:: WHAT IS NEEDED ::
From the first line to the last, write out the records exactly, leaving the pictures behind.

:: INPUT RECORDS ::
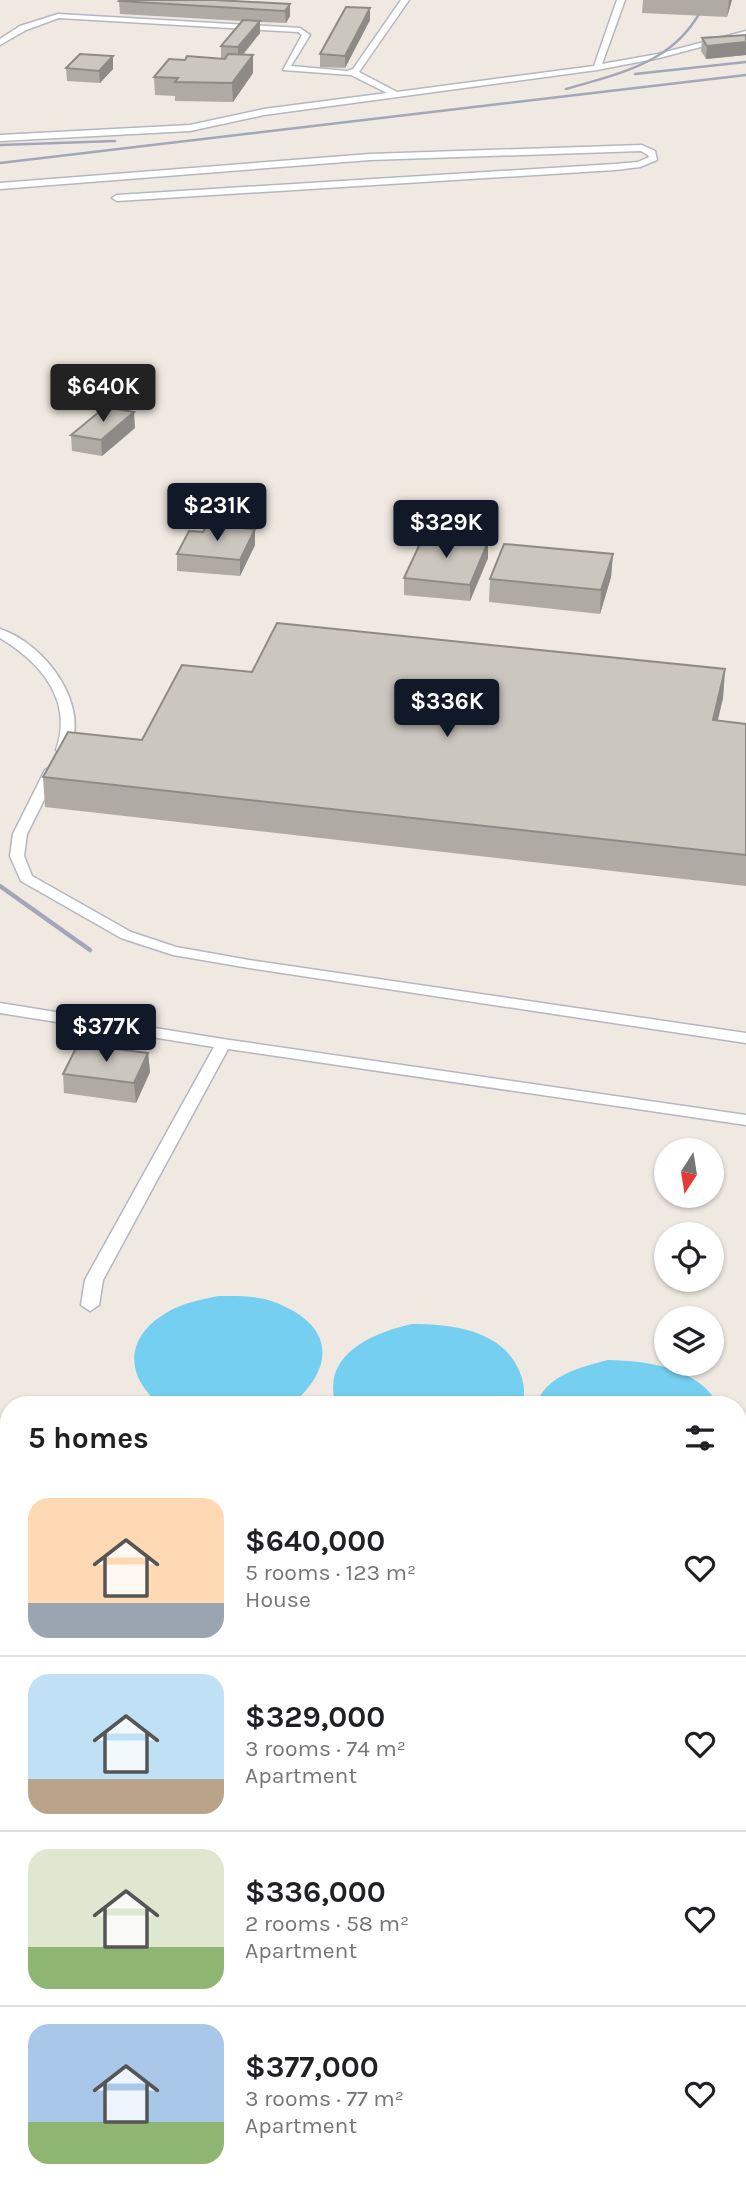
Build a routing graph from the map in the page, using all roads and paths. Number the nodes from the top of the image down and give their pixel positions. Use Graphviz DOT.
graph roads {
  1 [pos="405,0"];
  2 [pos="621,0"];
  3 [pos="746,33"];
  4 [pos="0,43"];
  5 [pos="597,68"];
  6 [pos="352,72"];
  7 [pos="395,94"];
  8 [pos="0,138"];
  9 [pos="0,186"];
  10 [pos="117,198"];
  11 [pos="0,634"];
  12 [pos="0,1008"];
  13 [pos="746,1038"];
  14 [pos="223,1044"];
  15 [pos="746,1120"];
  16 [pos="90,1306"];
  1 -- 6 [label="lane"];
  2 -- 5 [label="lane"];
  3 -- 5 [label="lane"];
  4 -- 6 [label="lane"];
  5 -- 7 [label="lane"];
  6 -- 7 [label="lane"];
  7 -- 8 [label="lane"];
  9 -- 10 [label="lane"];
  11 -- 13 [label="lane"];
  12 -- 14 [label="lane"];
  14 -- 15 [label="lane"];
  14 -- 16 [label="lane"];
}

:: ANSWER SPACE ::
Build a routing graph from the map in the page, using all roads and paths. Number the nodes from the top of the image down and give their pixel positions. Use Graphviz DOT.
graph roads {
  1 [pos="405,0"];
  2 [pos="621,0"];
  3 [pos="746,33"];
  4 [pos="0,43"];
  5 [pos="597,68"];
  6 [pos="352,72"];
  7 [pos="395,94"];
  8 [pos="0,138"];
  9 [pos="0,186"];
  10 [pos="117,198"];
  11 [pos="0,634"];
  12 [pos="0,1008"];
  13 [pos="746,1038"];
  14 [pos="223,1044"];
  15 [pos="746,1120"];
  16 [pos="90,1306"];
  1 -- 6 [label="lane"];
  2 -- 5 [label="lane"];
  3 -- 5 [label="lane"];
  4 -- 6 [label="lane"];
  5 -- 7 [label="lane"];
  6 -- 7 [label="lane"];
  7 -- 8 [label="lane"];
  9 -- 10 [label="lane"];
  11 -- 13 [label="lane"];
  12 -- 14 [label="lane"];
  14 -- 15 [label="lane"];
  14 -- 16 [label="lane"];
}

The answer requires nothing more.